Entretien avec Mircea Cantor

— Par Marion Mirande

Poésie graphique

Dans le cadre de la saison anniversaire de l’Opéra national de Paris, l’artiste plasticien Mircea Cantor s’est vu proposer une carte blanche pour habiller de dessins et calligraphies les pages de certains programmes de spectacle. Muni de ses pinceaux japonais, il investit les salles de répétitions où il capte les gestes et souffles des danseurs, chanteurs, chorégraphes et metteurs en scène, portant son regard singulier d’esthète sur le répertoire.  


En tant qu’artiste, vous réalisez tout à la fois des sculptures, des vidéos, des installations… Quelle place occupe le dessin dans votre création ?

Il n’y a pas de hiérarchie entre ces différents médias. Chacun répond à une nécessité liée à l’idée que je souhaite exprimer. Pour rendre compte des répétitions à l’Opéra, j’ai opté pour le dessin, mais j’aurais pu faire de la photographie. Ce qu’il y a de beau ici, c’est de pouvoir graphiquement soustraire l’essence du mouvement scénique et de se dire une fois le dessin réalisé : il est abouti, je n’ai rien à ajouter. 
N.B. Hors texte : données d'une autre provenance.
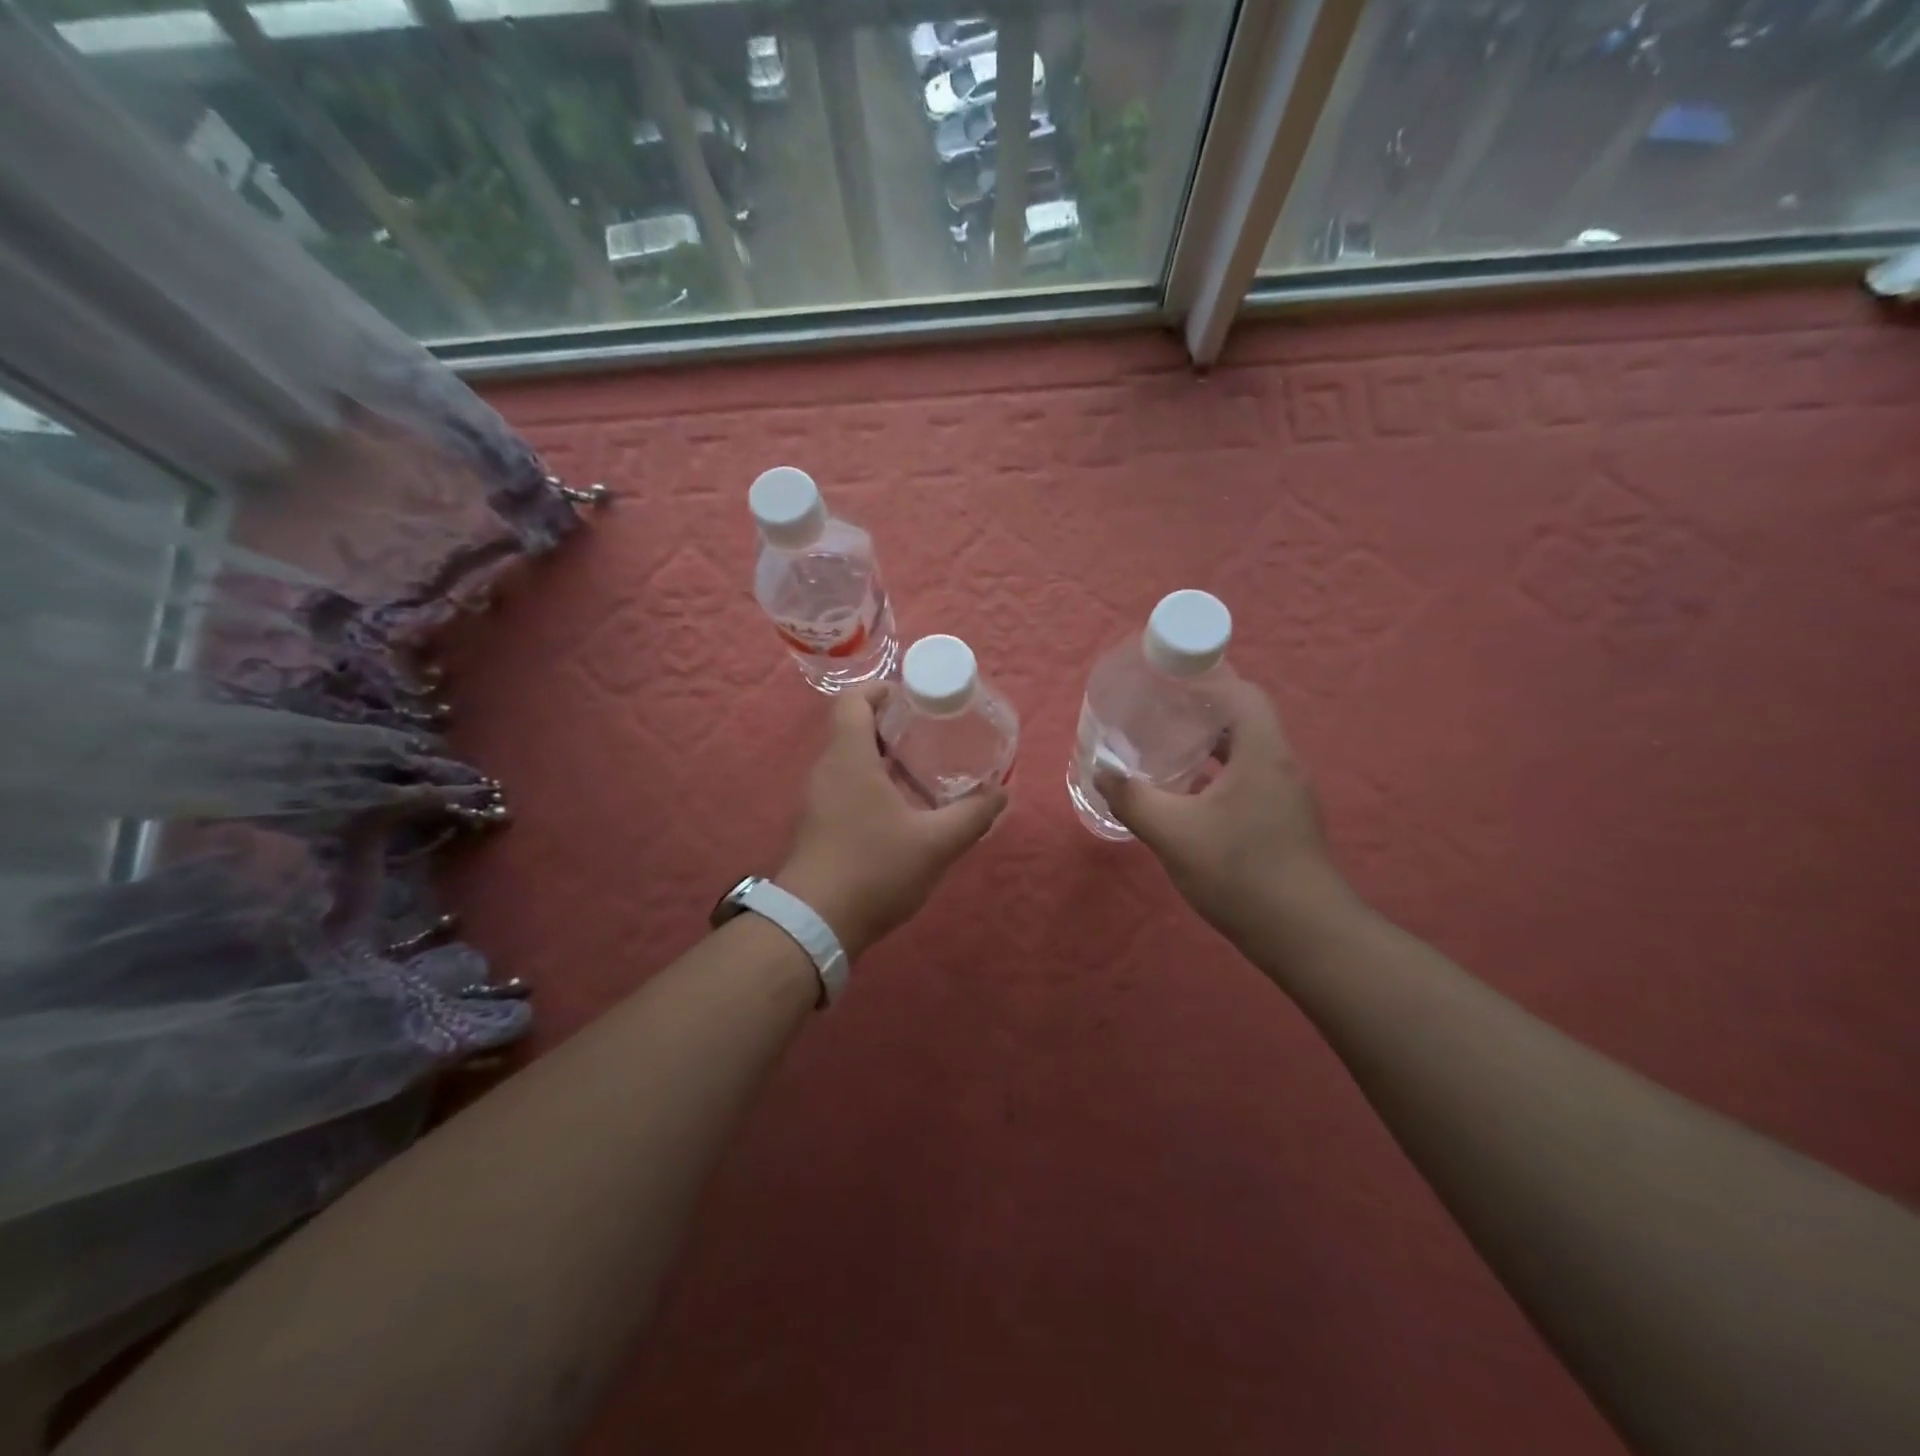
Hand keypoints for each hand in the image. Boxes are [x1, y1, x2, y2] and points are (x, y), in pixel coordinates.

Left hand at [777, 682, 1006, 958]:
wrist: (814, 924)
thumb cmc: (874, 870)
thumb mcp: (936, 843)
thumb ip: (973, 816)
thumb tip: (1003, 794)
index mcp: (849, 758)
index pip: (853, 701)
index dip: (882, 691)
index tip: (914, 699)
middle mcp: (826, 770)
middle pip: (853, 728)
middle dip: (891, 726)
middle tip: (931, 734)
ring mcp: (816, 799)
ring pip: (849, 761)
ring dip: (882, 758)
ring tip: (922, 770)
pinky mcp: (815, 825)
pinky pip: (843, 787)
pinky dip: (870, 784)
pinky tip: (900, 810)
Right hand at [1094, 678, 1351, 945]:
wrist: (1304, 935)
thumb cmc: (1240, 872)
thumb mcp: (1173, 833)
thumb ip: (1132, 797)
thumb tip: (1102, 769)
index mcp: (1262, 753)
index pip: (1242, 694)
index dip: (1208, 680)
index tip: (1169, 682)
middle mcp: (1282, 765)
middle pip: (1244, 720)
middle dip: (1202, 713)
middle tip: (1158, 715)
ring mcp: (1289, 796)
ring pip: (1248, 753)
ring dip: (1211, 747)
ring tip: (1168, 751)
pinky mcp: (1287, 821)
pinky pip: (1251, 780)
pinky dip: (1221, 776)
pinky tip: (1191, 798)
Bien qu’il n’y ait pas de hiérarchie, la pratique du dessin vous accompagne au quotidien. Vous avez toujours sur vous des carnets de dessins…

Ces carnets me permettent de sortir du cadre d’un atelier où je serais devant un chevalet, et d’être tout le temps avec ma famille. Dessiner en permanence est aussi un moyen de s’approprier la réalité, de posséder l’objet. En disséquant le sujet, on comprend les lois des couleurs, des formes, de la perspective, les rapports entre les objets. Voilà pourquoi on parle d’« études ». C’est une discipline qui implique la notion d’erreur… 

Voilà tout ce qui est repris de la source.